*What is being asked*
Could you write out every entry exactly as it stands?

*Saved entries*
■ ■ ■
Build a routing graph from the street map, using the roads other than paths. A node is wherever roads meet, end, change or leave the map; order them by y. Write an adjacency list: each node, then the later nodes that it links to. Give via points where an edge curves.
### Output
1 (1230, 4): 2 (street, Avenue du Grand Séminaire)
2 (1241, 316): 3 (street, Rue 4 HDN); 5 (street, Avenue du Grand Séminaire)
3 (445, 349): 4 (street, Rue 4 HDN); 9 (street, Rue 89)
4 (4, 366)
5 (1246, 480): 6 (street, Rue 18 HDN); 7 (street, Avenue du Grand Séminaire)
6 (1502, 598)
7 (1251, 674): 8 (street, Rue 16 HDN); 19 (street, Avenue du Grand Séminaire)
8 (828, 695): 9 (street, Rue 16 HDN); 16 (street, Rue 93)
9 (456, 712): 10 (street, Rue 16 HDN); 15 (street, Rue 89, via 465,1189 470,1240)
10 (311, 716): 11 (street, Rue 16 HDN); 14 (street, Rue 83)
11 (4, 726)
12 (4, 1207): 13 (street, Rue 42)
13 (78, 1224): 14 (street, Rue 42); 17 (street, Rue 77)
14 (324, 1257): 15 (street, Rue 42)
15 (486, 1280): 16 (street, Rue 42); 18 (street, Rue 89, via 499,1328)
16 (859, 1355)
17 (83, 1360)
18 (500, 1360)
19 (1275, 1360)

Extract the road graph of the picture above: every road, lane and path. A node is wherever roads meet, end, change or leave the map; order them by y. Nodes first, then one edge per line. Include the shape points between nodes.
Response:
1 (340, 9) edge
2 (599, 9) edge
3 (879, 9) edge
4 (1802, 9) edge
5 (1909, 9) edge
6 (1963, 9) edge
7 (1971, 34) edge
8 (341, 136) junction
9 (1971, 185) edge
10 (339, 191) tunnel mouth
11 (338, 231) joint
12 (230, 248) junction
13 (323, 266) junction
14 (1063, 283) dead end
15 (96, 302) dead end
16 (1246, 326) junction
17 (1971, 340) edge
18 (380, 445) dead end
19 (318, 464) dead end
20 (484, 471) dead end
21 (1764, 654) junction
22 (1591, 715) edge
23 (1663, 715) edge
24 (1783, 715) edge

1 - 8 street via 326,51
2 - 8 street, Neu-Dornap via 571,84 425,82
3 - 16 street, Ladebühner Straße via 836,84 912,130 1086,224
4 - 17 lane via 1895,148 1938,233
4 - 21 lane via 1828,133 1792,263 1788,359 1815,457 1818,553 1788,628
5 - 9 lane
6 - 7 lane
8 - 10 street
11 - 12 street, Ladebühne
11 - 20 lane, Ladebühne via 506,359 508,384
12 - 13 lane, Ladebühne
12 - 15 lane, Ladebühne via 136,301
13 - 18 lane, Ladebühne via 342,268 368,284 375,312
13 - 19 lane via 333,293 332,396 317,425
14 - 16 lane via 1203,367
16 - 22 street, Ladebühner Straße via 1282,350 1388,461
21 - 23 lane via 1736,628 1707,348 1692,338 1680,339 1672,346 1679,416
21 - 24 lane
■ ■ ■
*Finished exercise*
Build a routing graph from the street map, using the roads other than paths. A node is wherever roads meet, end, change or leave the map; order them by y. Write an adjacency list: each node, then the later nodes that it links to. Give via points where an edge curves.
### Output
1 (1230, 4): 2 (street, Avenue du Grand Séminaire)
2 (1241, 316): 3 (street, Rue 4 HDN); 5 (street, Avenue du Grand Séminaire)
3 (445, 349): 4 (street, Rue 4 HDN); 9 (street, Rue 89)
4 (4, 366)
5 (1246, 480): 6 (street, Rue 18 HDN); 7 (street, Avenue du Grand Séminaire)
6 (1502, 598)
7 (1251, 674): 8 (street, Rue 16 HDN); 19 (street, Avenue du Grand Séminaire)
8 (828, 695): 9 (street, Rue 16 HDN); 16 (street, Rue 93)
9 (456, 712): 10 (street, Rue 16 HDN); 15 (street, Rue 89, via 465,1189 470,1240)
10 (311, 716): 11 (street, Rue 16 HDN); 14 (street, Rue 83)
11 (4, 726)
12 (4, 1207): 13 (street, Rue 42)
13 (78, 1224): 14 (street, Rue 42); 17 (street, Rue 77)
14 (324, 1257): 15 (street, Rue 42)
15 (486, 1280): 16 (street, Rue 42); 18 (street, Rue 89, via 499,1328)
16 (859, 1355)
17 (83, 1360)
18 (500, 1360)
19 (1275, 1360)

Extract the road graph of the picture above: every road, lane and path. A node is wherever roads meet, end, change or leave the map; order them by y. Nodes first, then one edge per line. Include the shape points between nodes.
Response:
1 (340, 9) edge
2 (599, 9) edge
3 (879, 9) edge
4 (1802, 9) edge
5 (1909, 9) edge
6 (1963, 9) edge
7 (1971, 34) edge
8 (341, 136) junction
9 (1971, 185) edge
10 (339, 191) tunnel mouth
11 (338, 231) joint
12 (230, 248) junction
13 (323, 266) junction
14 (1063, 283) dead end
15 (96, 302) dead end
16 (1246, 326) junction
17 (1971, 340) edge
18 (380, 445) dead end
19 (318, 464) dead end
20 (484, 471) dead end
21 (1764, 654) junction
22 (1591, 715) edge
23 (1663, 715) edge
24 (1783, 715) edge

1 - 8 street via 326,51
2 - 8 street, Neu-Dornap via 571,84 425,82
3 - 16 street, Ladebühner Straße via 836,84 912,130 1086,224
4 - 17 lane via 1895,148 1938,233
4 - 21 lane via 1828,133 1792,263 1788,359 1815,457 1818,553 1788,628
5 - 9 lane
6 - 7 lane
8 - 10 street
11 - 12 street, Ladebühne
11 - 20 lane, Ladebühne via 506,359 508,384
12 - 13 lane, Ladebühne
12 - 15 lane, Ladebühne via 136,301
13 - 18 lane, Ladebühne via 342,268 368,284 375,312
13 - 19 lane via 333,293 332,396 317,425
14 - 16 lane via 1203,367
16 - 22 street, Ladebühner Straße via 1282,350 1388,461
21 - 23 lane via 1736,628 1707,348 1692,338 1680,339 1672,346 1679,416
21 - 24 lane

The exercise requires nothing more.